Bayesian and fuzzy logic versions of the cDSP (Vadde et al. 1994; Zhou et al. 1992) allow the DDM to use the cDSP while accommodating uncertainty regarding constraints, values for goal targets, or weighting of goals in the problem formulation. There are many other extensions of the cDSP (Srinivasan et al. 1991; Karandikar and Mistree 1991; Vadde et al. 1994; Seepersad 1997; Seepersad et al. 2002). Of most relevance to this paper is the RD formulation of the cDSP by Chen et al. (1996).

The approach of Chen et al. (1996)—a cDSP-based procedure called the Robust Concept Exploration Method (RCEM)— is a domain-independent method for generating robust, multidisciplinary design solutions. RCEM employs experiment-based metamodels to alleviate some of the computational difficulties associated with probability-based robust design. RCEM defines a design process as either Type I or Type II depending on where variability arises in the design process.

Type I is traditional RD with fixed design settings and variability hailing from uncontrollable noise factors. Type II is common to many engineering design simulations where variability is injected around the nominal values of the design variables rather than emanating from noise variables. Type II is particularly important in the early stages of design since the design will likely evolve over time and the desirable values of the system variables will change, leading to uncertainty.

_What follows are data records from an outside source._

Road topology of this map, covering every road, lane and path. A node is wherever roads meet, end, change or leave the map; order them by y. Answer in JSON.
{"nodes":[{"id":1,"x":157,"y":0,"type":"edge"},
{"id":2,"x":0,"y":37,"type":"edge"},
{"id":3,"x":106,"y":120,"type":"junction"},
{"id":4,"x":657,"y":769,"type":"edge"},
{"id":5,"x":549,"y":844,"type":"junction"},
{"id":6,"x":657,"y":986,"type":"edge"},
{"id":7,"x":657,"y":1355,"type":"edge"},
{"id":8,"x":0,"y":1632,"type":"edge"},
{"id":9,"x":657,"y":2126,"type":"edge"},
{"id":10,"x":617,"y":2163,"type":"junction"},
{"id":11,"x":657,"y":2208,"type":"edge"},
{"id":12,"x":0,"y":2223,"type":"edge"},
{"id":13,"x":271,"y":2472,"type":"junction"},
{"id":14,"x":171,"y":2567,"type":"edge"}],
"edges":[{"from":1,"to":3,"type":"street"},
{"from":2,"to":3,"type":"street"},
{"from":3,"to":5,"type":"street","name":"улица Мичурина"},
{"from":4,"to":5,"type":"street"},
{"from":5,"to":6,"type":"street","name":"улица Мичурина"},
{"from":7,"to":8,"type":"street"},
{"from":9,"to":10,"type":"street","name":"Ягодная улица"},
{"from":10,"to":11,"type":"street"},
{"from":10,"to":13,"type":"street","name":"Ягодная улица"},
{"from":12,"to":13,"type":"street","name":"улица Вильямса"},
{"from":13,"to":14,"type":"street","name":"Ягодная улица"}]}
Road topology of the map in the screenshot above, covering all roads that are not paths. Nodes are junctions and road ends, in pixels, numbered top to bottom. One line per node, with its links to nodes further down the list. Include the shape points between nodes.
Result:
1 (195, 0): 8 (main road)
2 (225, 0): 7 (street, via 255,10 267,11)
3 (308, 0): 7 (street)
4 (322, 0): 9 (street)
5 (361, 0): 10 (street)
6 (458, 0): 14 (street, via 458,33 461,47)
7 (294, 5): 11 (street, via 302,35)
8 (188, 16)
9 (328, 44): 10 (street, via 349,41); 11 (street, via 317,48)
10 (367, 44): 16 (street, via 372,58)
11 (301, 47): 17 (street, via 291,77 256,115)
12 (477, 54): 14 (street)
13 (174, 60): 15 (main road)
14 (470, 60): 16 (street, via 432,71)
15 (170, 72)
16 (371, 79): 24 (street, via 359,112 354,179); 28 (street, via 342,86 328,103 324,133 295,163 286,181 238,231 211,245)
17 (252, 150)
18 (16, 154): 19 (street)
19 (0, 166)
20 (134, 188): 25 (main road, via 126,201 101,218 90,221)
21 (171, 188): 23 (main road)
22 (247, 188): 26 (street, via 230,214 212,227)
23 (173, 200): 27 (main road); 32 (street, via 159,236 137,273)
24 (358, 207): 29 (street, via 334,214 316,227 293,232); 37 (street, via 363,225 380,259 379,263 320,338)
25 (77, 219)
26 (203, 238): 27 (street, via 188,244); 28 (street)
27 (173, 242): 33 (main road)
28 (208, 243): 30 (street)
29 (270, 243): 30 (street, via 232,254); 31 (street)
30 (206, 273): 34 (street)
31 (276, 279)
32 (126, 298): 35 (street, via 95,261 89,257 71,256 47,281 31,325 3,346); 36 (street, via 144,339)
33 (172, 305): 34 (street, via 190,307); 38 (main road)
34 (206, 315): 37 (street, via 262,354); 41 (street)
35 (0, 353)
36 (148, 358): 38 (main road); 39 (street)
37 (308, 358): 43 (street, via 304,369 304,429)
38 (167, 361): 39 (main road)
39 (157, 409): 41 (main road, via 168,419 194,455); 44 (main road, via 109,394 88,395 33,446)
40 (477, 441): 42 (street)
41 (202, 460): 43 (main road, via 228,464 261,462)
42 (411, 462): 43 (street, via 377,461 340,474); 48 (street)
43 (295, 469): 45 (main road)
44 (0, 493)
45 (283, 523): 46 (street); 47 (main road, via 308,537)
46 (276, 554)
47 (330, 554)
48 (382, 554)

Both types use response surface models to approximate the expected value of each response. In Type I the mean response is estimated as a function of system variables and an average noise component from each individual noise variable. In Type II only the system variables are considered. Hence the noise information is not exploited to the same extent as in the corresponding loss function approaches, whose model terms for each significant control–noise interaction allow a higher degree of resolution.

Both Type I and Type II typically employ first order Taylor expansions to approximate variability. Taylor expansions in Type I are a function of the variability of individual noise factors while Type II’s are associated with the design factors. Depending on how well these first order Taylor expansions emulate the true variability, there may be a loss of accuracy regarding the variability contributions within the RCEM.

Like the desirability function and the non-domination search techniques, the RCEM makes no assumptions with respect to response correlation and does not actively use that correlation structure in its optimization algorithm. The RCEM mimics the Dual Response Approach (Vining and Myers 1990) in treating each response’s location and dispersion as a pair of criteria where one is optimized and the other constrained. Chen et al. (1996) demonstrate the RCEM in the design of a solar-powered irrigation system and mention other successful applications.

As an example of goal formulation in the RCEM, imagine a simple system with the three response characteristics of power, efficiency and weight. We wish to design so that power is at a specific level, efficiency is maximized and weight minimized. These are respectively NTB, LTB, and STB goals per the Taguchi terminology. The NTB goals seek design variable settings bringing the response mean as close as possible to its target while minimizing variance. The LTB goals seek to maximize mean response while minimizing variance and the STB goals minimize both mean and variance. Assuming that there are no non-goal-related constraints, Fig. 2 gives the cDSP formulation for the six goals making up this design problem.

Fig. 2
figure 2

cDSP with RD Goal Formulations from Chen et al. (1996)

5 Comparing the multi-response optimization techniques

In this section we compare the attributes of expected loss, desirability, the non-domination search, and the compromise Decision Support Problem.

To compare the four methods discussed in this paper, Table 1 adds the cDSP to the table in Loy et al. (2000). Because all four approaches can handle the NTB, STB, and LTB response types, this criterion is not included in the table.

Table 1 Comparing the multi-response optimization techniques

Since we have focused on the statistical and optimizing properties of the approaches, the software and computational resources necessary for carrying out the optimization algorithms are not addressed in this paper.